◆ **Records provided**:
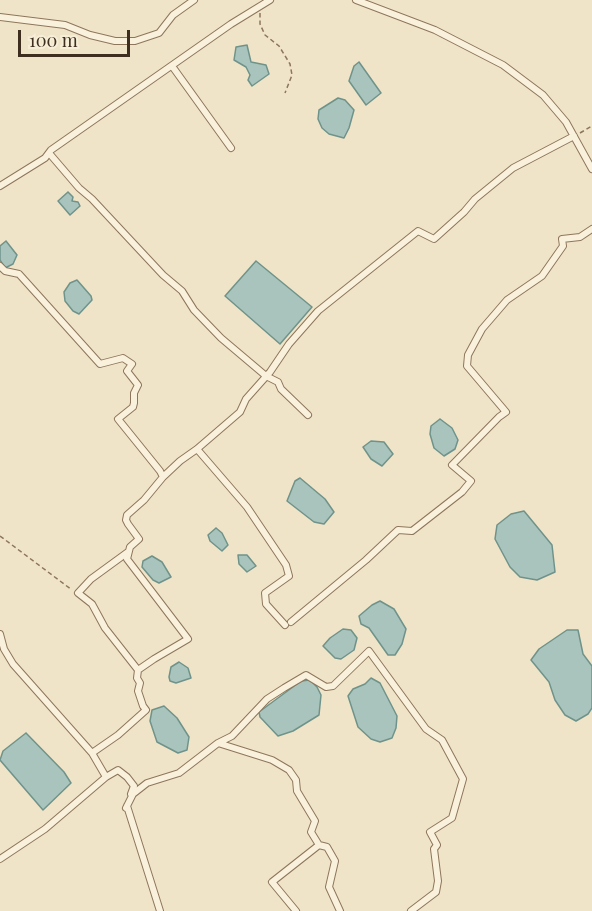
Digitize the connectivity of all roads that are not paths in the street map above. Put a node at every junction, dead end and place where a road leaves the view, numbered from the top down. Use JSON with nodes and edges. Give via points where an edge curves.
{"nodes":[{"id":1,"x":194,"y":0,"type":"edge"},
{"id":2,"x":270,"y":0,"type":"edge"},
{"id":3,"x":356,"y":0,"type":"edge"},
{"id":4,"x":0,"y":17,"type":"edge"},
{"id":5,"x":172,"y":66,"type":"junction"},
{"id":6,"x":574,"y":136,"type":"junction"},
{"id":7,"x":231,"y":148,"type":"dead end"},
{"id":8,"x":49,"y":153,"type":"junction"},
{"id":9,"x":592,"y":169,"type":"edge"},
{"id":10,"x":0,"y":186,"type":"edge"},
{"id":11,"x":592,"y":229,"type":"edge"},
{"id":12,"x":0,"y":266,"type":"edge"},
{"id":13,"x":266,"y":376,"type":"junction"},
{"id":14,"x":308,"y":415,"type":"dead end"},
{"id":15,"x":197,"y":449,"type":"junction"},
{"id":16,"x":163,"y":477,"type":"junction"},
{"id":17,"x":128,"y":552,"type":"junction"},
{"id":18,"x":0,"y":634,"type":"edge"},
{"id":19,"x":138,"y":670,"type":"junction"},
{"id":20,"x":218,"y":743,"type":"junction"},
{"id":21,"x":92,"y":753,"type":"junction"},
{"id":22,"x":106,"y":777,"type":"junction"},
{"id":23,"x":126,"y":808,"type":"junction"},
{"id":24,"x":319,"y":845,"type":"junction"},
{"id":25,"x":0,"y":859,"type":"edge"},
{"id":26,"x":160,"y":911,"type":"edge"},
{"id":27,"x":296,"y":911,"type":"edge"},
{"id":28,"x":340,"y":911,"type":"edge"},
{"id":29,"x":411,"y":911,"type":"edge"}],
"edges":[{"from":1,"to":4,"type":"street","via":[[173,15],[159,33],[135,41],[115,41],[65,26]]},
{"from":2,"to":5,"type":"street"},
{"from":3,"to":6,"type":"street","via":[[435,30],[503,65],[543,95]]},
{"from":5,"to":7,"type":"street"},
{"from":5,"to":8,"type":"street"},
{"from":6,"to":9,"type":"street"},
{"from":6,"to":13,"type":"street","via":[[513,168],[434,239],[418,231],[318,311]]},
{"from":8,"to":10,"type":"street"},
{"from":8,"to":13,"type":"street","via":[[182,291],[221,338]]},
{"from":11,"to":15,"type":"street","via":[[580,237],[562,239],[563,246],[542,276],[507,300],[482,329],[468,355],[467,366],[506,412],[453,465],[471,481],[412,531],[398,530],[288,623],[266,604],[265,593],[289,576],[286,565],[247,507]]},
{"from":12,"to":16,"type":"street","via":[[19,274],[100,364],[123,358],[132,364],[128,371],[138,385],[133,407],[118,419]]},
{"from":13,"to":14,"type":"street","via":[[278,382]]},
{"from":13,"to":15,"type":"street","via":[[240,412]]},
{"from":15,"to":16,"type":"street"},
{"from":16,"to":17,"type":"street","via":[[127,515],[126,520],[139,539]]},
{"from":17,"to":19,"type":"street","via":[[78,592],[92,604],[105,628]]},
{"from":17,"to":19,"type":"street","via":[[127,559],[188,639]]},
{"from":18,"to":21,"type":"street","via":[[13,664]]},
{"from":19,"to":21,"type":"street","via":[[138,691],[146,710]]},
{"from":20,"to":23,"type":"street","via":[[179,773],[147,783]]},
{"from":20,"to":24,"type":"street","via":[[272,760],[289,770],[315,821],[311,832]]},
{"from":20,"to":29,"type":"street","via":[[232,736],[267,699],[306,675],[326,687],[333,686],[369,651],[426,729],[442,740],[463,779],[452,818],[430,832],[437,845],[436,892]]},
{"from":21,"to":22,"type":"street"},
{"from":22,"to":23,"type":"street","via":[[118,770],[134,786]]},
{"from":22,"to":25,"type":"street","via":[[45,829]]},
{"from":23,"to":26,"type":"street"},
{"from":24,"to":27,"type":"street","via":[[272,882]]},
{"from":24,"to":28,"type":"street","via":[[327,847],[335,861],[329,887]]}]}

◆ **Problem description**: Within the listing, how many lines hold the word "edges"? Answer with the number by itself.

◆ **Written answer**: 2